Requirement.
Search the entries for the string "Bonjol" and give the number of lines that hold it, nothing more.

Data under study.
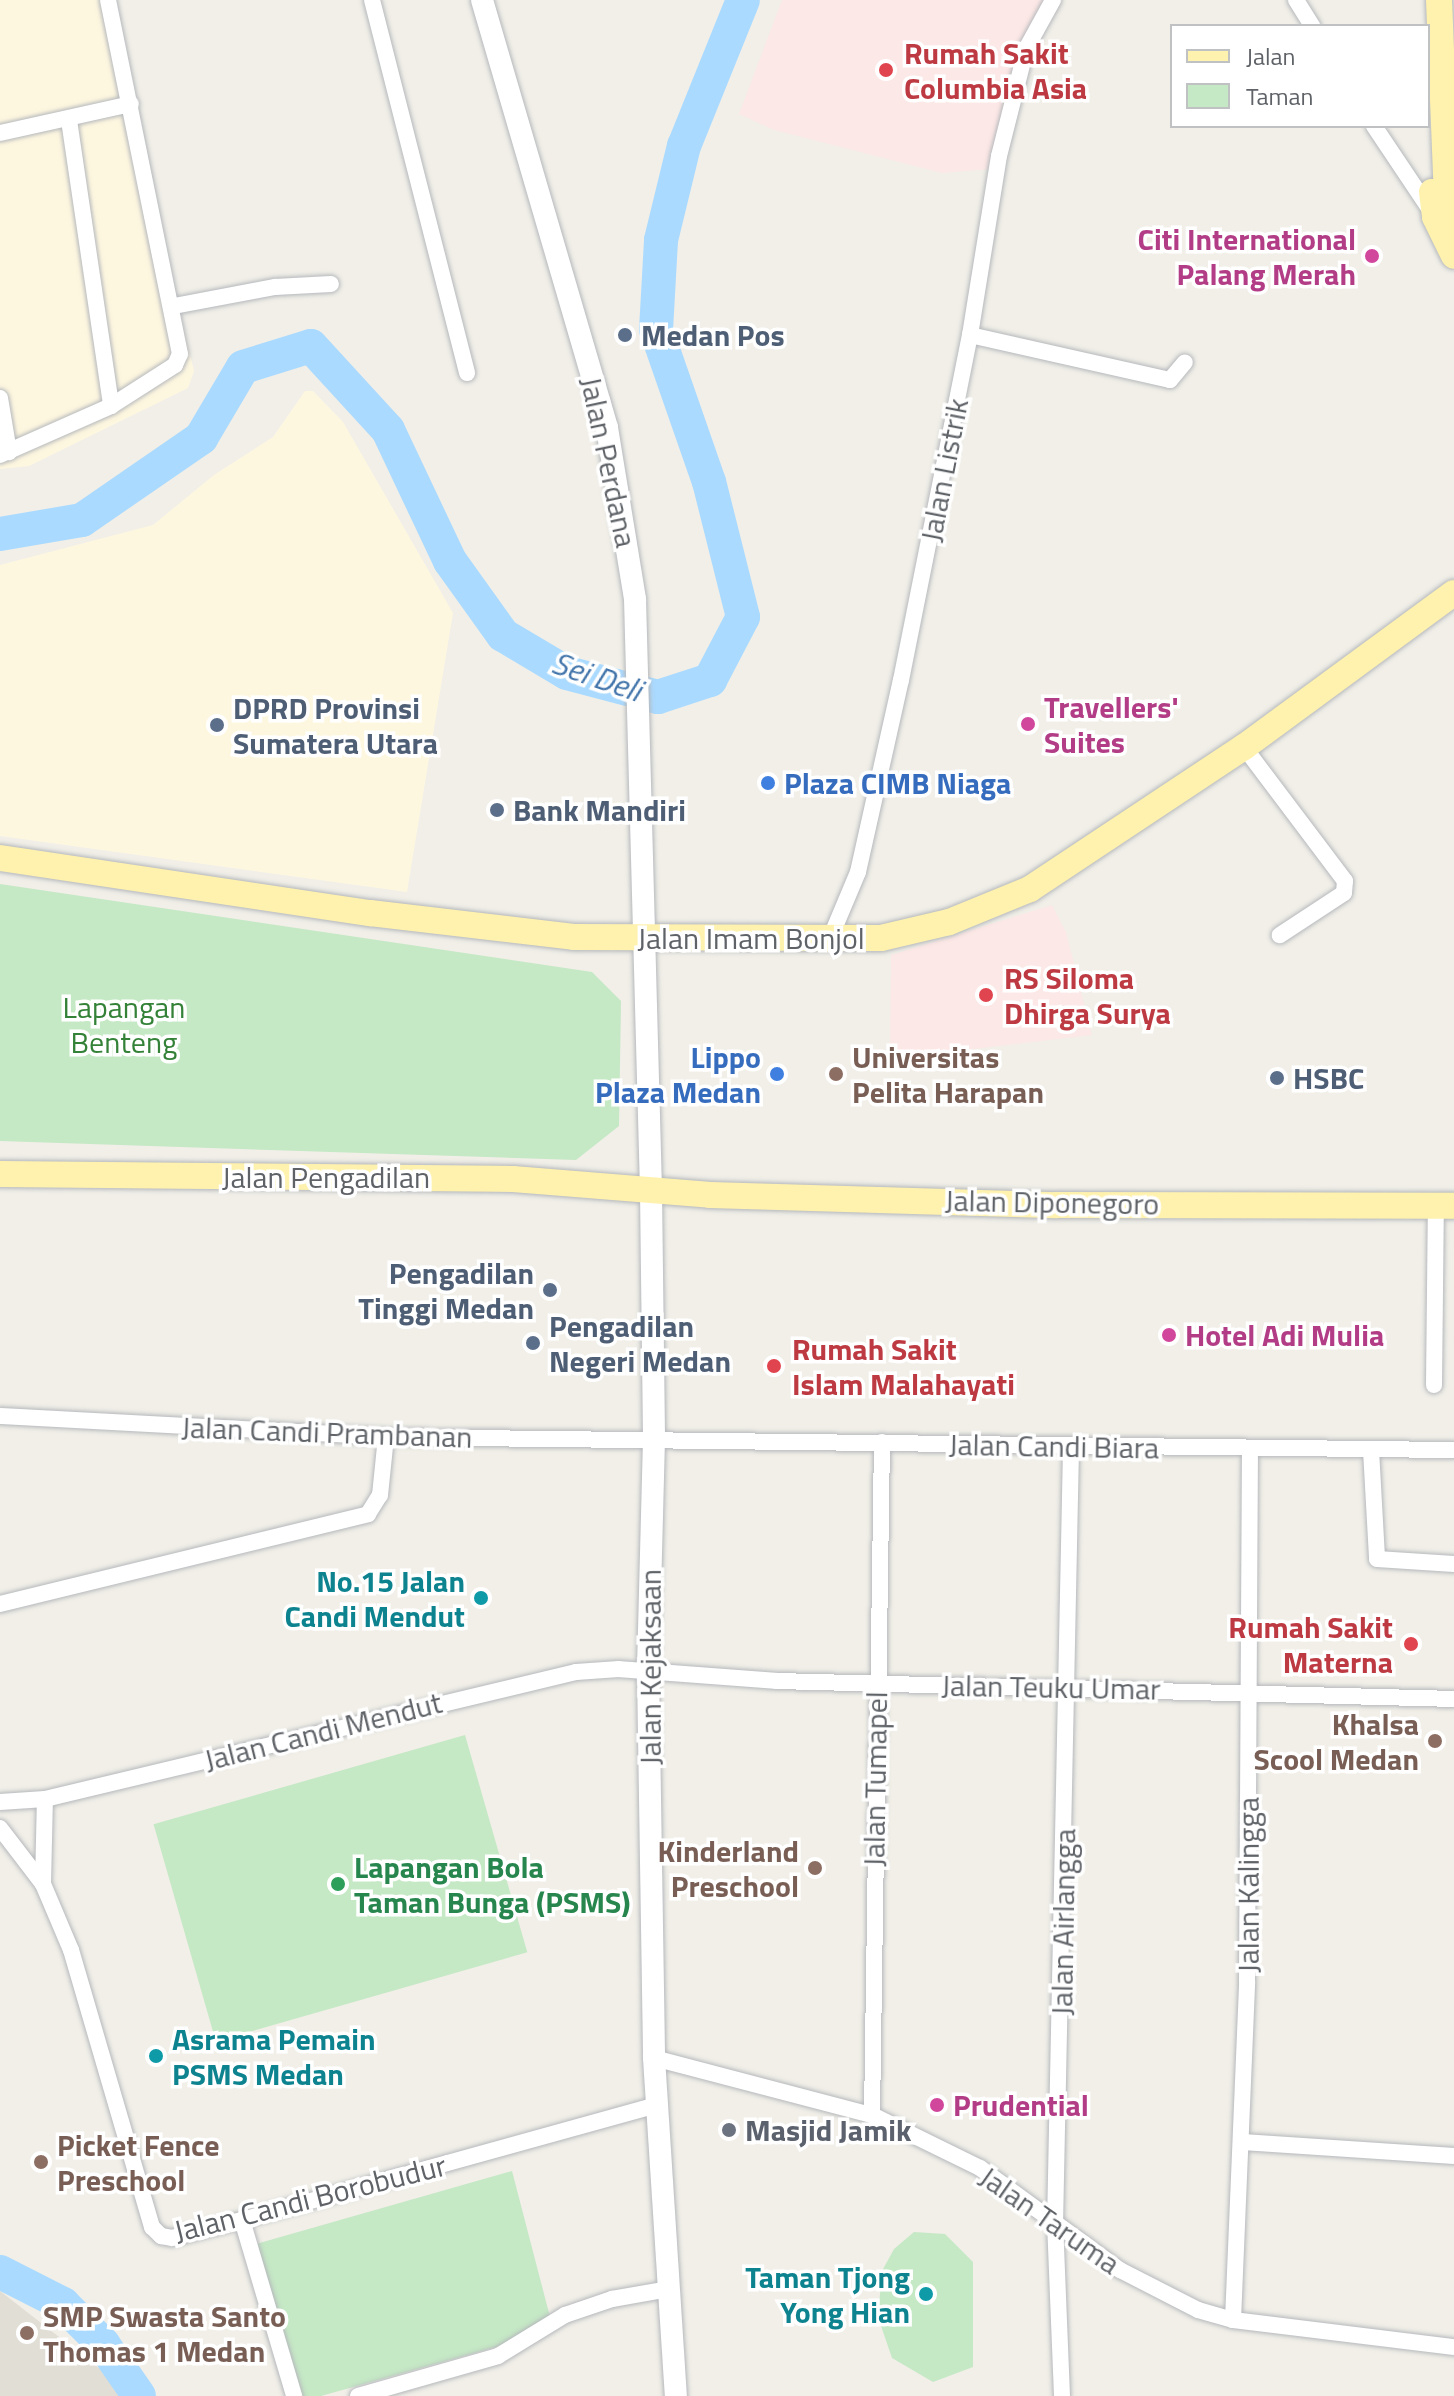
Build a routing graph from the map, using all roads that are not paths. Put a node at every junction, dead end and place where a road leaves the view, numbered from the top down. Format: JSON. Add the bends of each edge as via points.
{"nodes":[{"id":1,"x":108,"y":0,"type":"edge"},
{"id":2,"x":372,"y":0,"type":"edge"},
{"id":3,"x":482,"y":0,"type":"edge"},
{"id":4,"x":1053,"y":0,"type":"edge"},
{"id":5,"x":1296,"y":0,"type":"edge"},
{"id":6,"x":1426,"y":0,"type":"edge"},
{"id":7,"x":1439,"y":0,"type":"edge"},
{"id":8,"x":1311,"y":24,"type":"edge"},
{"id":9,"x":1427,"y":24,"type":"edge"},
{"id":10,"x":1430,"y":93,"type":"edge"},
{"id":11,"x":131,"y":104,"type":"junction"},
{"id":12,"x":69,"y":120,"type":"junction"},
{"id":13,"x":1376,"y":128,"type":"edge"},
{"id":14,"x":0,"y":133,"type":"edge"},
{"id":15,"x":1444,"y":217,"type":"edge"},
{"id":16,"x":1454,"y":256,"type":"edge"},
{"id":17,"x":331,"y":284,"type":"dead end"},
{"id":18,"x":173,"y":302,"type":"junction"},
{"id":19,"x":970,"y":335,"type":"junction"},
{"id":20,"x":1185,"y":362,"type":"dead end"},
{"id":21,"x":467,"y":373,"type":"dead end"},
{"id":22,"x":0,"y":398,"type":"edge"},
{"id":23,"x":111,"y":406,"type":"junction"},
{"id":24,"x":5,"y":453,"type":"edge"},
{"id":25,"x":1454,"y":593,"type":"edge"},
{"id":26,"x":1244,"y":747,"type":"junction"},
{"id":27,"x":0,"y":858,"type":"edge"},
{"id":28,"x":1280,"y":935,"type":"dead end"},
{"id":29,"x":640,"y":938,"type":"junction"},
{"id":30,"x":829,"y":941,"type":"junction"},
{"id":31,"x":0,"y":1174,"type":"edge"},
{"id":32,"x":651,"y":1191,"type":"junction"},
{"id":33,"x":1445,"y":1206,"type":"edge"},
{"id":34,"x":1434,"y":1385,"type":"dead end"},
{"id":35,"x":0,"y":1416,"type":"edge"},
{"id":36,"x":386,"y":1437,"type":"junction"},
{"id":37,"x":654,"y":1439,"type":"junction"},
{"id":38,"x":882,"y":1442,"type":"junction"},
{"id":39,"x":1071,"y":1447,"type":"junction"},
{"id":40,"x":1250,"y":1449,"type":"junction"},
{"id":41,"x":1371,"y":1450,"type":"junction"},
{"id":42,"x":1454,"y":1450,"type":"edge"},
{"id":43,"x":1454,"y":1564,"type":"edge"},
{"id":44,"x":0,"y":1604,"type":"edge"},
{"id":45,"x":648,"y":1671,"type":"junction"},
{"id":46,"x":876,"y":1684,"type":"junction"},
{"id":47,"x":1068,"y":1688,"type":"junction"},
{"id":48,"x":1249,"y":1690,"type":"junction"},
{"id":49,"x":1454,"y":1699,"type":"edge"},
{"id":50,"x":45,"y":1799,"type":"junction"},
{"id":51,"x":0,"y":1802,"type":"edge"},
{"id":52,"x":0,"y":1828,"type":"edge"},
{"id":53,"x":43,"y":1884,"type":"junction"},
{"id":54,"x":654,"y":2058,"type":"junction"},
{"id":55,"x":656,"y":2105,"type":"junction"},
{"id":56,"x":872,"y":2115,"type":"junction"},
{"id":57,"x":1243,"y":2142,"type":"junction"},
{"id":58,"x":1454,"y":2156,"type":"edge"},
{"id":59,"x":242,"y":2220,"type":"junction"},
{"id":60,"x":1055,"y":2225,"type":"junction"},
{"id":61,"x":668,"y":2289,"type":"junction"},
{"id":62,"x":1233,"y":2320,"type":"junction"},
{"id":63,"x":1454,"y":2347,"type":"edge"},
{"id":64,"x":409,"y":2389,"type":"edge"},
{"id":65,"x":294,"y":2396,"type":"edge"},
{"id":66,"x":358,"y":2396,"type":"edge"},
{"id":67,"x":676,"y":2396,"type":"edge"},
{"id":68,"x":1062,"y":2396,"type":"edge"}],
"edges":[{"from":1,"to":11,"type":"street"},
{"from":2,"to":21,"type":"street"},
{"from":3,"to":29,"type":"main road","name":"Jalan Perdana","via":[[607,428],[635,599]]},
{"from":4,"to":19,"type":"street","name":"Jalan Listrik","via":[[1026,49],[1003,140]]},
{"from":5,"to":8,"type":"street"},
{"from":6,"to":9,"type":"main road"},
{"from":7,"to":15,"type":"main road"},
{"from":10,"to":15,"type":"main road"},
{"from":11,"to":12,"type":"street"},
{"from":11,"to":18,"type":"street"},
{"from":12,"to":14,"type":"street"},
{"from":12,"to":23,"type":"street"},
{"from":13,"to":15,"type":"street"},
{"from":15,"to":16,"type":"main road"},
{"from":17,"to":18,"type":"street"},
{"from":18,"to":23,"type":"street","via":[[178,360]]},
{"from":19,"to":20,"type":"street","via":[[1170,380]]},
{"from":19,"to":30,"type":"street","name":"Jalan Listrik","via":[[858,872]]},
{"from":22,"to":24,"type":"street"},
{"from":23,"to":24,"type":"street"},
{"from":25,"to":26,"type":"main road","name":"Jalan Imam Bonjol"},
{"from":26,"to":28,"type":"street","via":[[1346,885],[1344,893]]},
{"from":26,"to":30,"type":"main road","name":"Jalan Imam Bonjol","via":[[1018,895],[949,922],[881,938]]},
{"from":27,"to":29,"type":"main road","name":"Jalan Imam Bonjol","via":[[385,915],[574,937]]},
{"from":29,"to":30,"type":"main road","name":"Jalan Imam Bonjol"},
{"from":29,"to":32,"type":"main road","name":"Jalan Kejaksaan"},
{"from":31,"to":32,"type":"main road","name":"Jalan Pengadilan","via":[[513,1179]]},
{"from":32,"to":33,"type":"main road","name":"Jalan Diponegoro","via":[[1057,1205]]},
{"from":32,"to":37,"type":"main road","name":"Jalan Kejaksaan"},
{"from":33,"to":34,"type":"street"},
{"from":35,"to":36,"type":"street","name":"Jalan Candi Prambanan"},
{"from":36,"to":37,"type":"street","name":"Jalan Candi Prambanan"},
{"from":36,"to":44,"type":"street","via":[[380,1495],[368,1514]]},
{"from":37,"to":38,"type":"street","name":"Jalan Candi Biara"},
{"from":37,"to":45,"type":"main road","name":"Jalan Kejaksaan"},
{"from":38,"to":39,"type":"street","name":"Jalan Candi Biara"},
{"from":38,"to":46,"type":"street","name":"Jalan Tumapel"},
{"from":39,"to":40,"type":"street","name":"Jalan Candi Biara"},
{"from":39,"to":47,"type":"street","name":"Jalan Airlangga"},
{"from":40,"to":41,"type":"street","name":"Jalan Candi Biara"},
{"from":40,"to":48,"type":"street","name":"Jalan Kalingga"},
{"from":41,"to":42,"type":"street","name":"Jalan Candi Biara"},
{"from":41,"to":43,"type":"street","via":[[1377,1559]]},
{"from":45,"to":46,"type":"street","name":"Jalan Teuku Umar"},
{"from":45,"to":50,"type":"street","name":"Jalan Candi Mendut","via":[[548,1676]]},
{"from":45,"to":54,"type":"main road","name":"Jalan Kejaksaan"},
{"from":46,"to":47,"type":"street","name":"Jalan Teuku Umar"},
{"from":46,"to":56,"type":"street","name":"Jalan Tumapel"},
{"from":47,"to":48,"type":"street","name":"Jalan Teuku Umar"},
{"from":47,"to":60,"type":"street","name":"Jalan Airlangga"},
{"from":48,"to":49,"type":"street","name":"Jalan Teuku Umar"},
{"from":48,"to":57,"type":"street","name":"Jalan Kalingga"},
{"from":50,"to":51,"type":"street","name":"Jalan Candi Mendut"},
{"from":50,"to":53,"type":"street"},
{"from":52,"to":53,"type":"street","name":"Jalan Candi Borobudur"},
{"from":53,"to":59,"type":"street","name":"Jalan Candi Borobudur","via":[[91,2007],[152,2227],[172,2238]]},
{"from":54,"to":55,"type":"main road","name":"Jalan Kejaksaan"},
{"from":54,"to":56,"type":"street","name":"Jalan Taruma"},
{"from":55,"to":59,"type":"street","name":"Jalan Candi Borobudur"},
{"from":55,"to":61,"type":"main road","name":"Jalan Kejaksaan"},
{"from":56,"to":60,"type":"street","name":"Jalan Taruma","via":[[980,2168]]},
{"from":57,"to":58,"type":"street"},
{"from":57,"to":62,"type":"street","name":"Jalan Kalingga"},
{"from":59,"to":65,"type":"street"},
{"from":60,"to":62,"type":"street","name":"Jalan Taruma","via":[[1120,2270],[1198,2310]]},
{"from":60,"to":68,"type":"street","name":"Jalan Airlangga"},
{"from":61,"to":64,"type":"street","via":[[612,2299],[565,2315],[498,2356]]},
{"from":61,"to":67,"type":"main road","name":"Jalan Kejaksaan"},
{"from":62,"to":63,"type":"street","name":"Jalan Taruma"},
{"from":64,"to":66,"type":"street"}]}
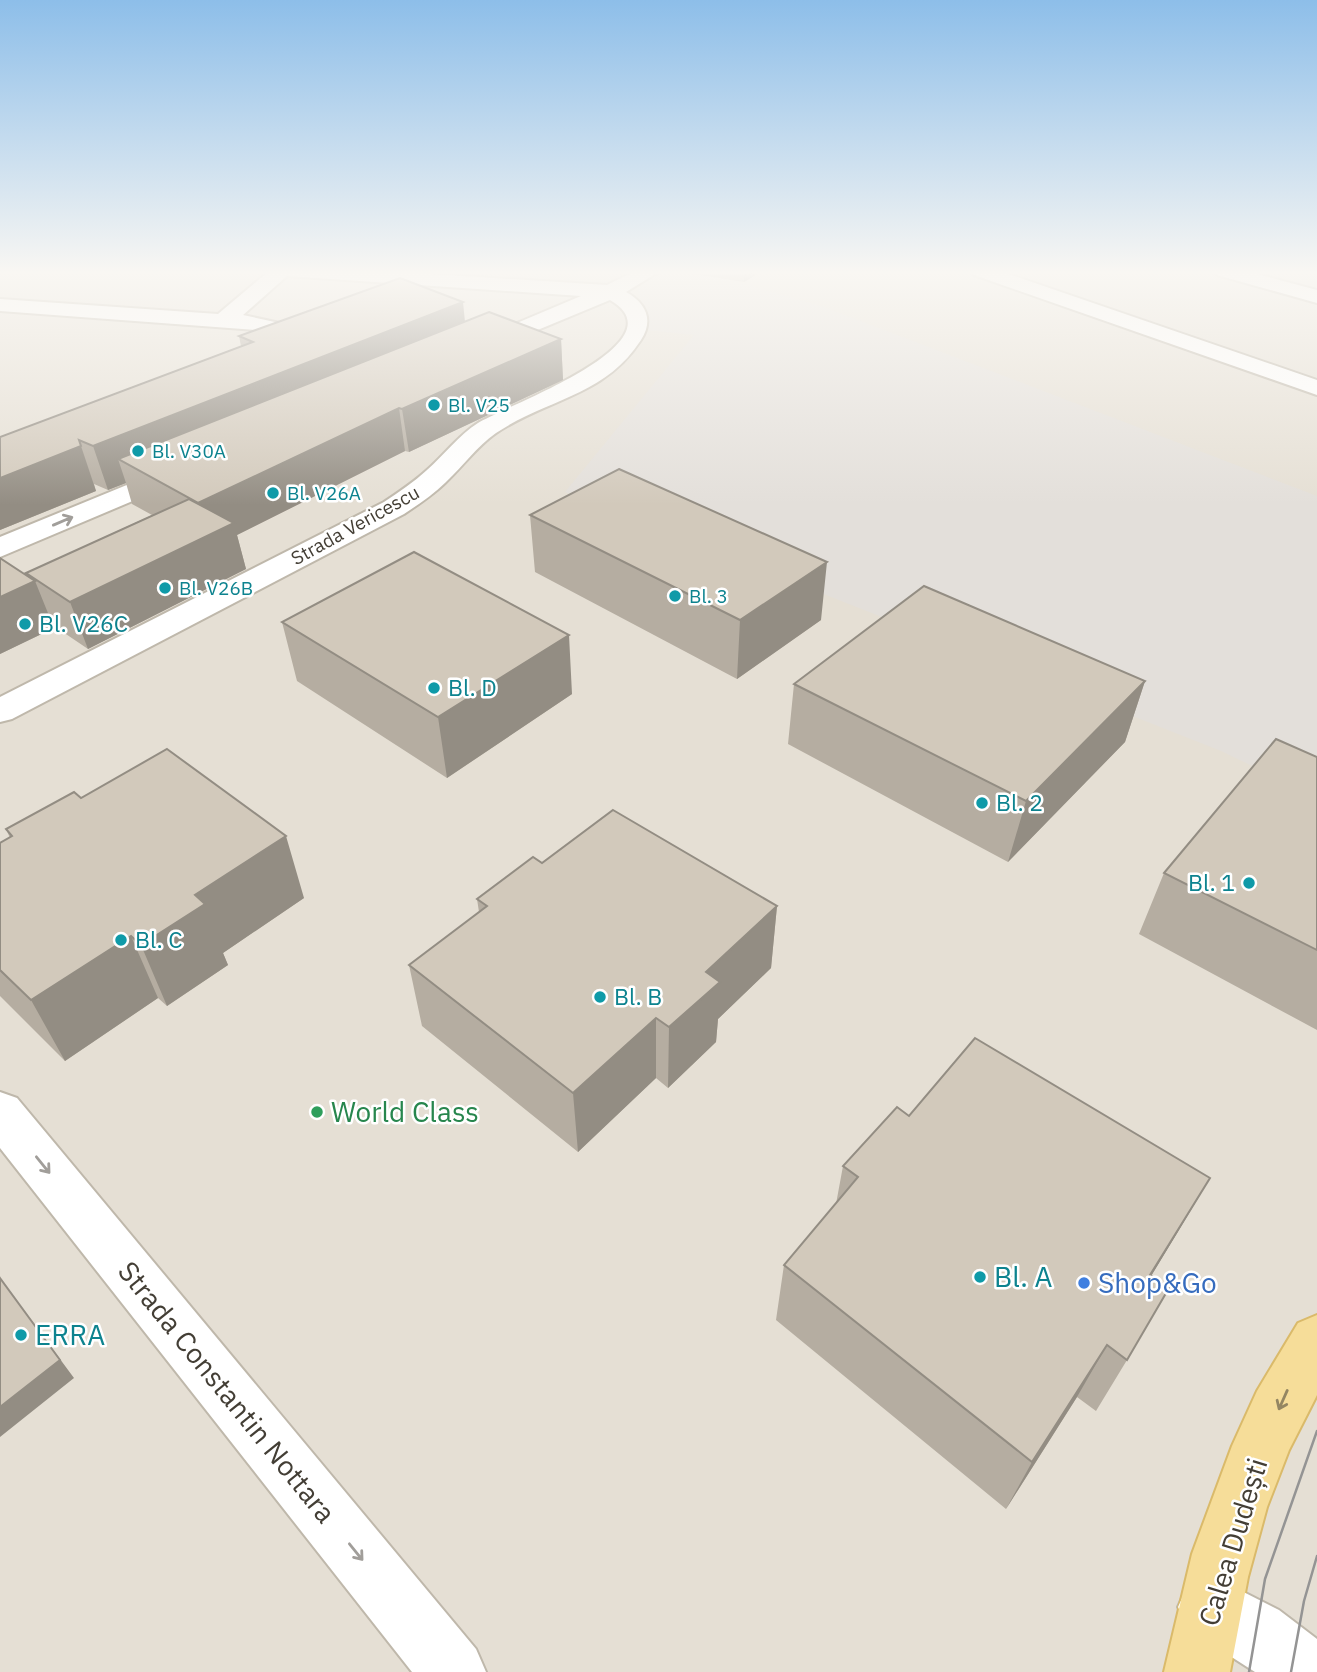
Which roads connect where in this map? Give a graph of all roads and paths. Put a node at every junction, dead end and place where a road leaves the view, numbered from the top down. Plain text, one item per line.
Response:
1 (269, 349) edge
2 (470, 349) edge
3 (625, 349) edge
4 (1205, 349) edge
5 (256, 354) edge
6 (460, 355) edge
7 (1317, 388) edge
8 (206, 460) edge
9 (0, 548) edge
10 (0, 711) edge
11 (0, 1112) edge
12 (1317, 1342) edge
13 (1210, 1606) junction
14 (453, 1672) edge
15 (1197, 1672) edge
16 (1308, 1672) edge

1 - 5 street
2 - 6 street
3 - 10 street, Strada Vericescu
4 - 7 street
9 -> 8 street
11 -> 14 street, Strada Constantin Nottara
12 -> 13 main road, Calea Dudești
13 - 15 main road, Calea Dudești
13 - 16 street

Result of this task.
4